Photochemical hole burning study of unimacromolecular micelles with controlled radii embedded in poly(vinyl alcohol)

The highly constrained microenvironment and the dependence of the structural relaxation and electron‐phonon interaction on the distance between the chromophores and the matrix around them in unimolecular micelles (unimers) of amphiphilic random terpolymers containing sodium sulfonate, cyclododecyl (CD) and a small amount of tetraphenylporphine (H 2 TPP) groups were studied at low temperatures using photochemical hole burning spectroscopy. The radii of the terpolymers micelles were controlled, and they were embedded in poly(vinyl alcohol). The terpolymers with CD groups form unimers in the polymer matrix. We also measured the homopolymers containing CD or sodium sulfonate groups doped with H 2 TPP or sodium salt of sulfonated tetraphenylporphine (TPPS). The burned holes were thermally more stable in the unimer with CD clusters than those both in CD homopolymers and in the hypothetical system where the sodium sulfonate and CD groups are randomly dispersed.

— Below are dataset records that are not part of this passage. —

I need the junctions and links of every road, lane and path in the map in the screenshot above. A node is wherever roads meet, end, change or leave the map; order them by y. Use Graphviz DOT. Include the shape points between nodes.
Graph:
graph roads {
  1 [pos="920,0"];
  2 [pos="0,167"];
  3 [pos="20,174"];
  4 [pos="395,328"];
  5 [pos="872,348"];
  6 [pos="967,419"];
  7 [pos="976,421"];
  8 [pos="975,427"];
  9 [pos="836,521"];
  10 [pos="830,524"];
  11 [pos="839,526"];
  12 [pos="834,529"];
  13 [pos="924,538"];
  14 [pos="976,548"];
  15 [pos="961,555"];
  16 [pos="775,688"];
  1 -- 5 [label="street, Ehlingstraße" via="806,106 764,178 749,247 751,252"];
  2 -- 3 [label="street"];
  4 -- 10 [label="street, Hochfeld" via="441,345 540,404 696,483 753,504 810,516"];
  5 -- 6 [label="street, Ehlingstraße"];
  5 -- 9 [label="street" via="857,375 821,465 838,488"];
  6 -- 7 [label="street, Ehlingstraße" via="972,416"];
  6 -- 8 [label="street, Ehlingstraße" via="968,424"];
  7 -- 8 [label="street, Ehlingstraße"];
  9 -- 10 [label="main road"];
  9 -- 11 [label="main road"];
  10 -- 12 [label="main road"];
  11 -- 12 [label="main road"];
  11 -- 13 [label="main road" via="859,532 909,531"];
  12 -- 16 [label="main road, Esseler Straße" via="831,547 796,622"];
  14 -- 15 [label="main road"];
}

The results were attributed to the “pinning down” of the H 2 TPP species to constrained configurations in the CD cluster. The phonon frequency and the inhomogeneous width are independent of the micelle's radii in the present experiment condition. Then we conclude that the electron‐phonon interaction and intermolecular interaction including van der Waals interaction and dipole‐dipole interaction are effective within 2.3 nm in the present system.